**Task requirements**
Go through the entries one line at a time, and gather every line that has the word "SPRING".

**Records provided**
---

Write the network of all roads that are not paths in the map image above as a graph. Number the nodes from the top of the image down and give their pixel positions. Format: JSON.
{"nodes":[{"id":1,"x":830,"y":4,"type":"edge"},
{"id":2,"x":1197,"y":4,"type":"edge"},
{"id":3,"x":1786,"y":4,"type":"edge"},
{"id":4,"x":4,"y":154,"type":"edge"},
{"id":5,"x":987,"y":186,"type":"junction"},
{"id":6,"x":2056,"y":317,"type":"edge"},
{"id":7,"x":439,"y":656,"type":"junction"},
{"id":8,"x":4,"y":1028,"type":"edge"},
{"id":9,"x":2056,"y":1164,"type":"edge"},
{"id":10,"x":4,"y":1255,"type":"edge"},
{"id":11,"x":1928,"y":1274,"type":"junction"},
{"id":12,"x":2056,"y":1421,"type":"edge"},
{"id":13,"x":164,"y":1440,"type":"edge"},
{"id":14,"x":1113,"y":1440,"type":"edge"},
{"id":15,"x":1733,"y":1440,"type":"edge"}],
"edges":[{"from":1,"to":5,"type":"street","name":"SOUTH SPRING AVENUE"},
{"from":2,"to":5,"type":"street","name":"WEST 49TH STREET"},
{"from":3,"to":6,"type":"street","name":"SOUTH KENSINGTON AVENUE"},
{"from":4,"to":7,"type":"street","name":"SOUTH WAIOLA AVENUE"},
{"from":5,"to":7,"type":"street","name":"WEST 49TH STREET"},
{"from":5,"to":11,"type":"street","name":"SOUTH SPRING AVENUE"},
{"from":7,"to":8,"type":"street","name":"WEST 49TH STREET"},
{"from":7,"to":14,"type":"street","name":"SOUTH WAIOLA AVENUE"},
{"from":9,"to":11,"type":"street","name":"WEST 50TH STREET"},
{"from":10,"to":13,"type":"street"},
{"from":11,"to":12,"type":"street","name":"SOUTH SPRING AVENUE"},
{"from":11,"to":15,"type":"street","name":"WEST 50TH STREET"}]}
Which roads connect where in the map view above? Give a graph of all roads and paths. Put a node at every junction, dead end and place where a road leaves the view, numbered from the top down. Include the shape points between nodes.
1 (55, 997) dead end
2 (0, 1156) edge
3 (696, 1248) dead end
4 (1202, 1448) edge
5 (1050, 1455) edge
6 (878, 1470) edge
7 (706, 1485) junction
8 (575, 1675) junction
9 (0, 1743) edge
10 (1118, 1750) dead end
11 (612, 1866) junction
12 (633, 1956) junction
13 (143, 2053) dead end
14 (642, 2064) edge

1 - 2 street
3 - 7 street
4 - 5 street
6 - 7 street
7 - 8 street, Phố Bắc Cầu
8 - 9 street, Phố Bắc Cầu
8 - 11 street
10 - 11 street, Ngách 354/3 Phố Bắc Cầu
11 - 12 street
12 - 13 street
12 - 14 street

---

**Result for this task**
"edges":[{"from":1,"to":5,"type":"street","name":"SOUTH SPRING AVENUE"},
{"from":5,"to":11,"type":"street","name":"SOUTH SPRING AVENUE"},
{"from":11,"to":12,"type":"street","name":"SOUTH SPRING AVENUE"},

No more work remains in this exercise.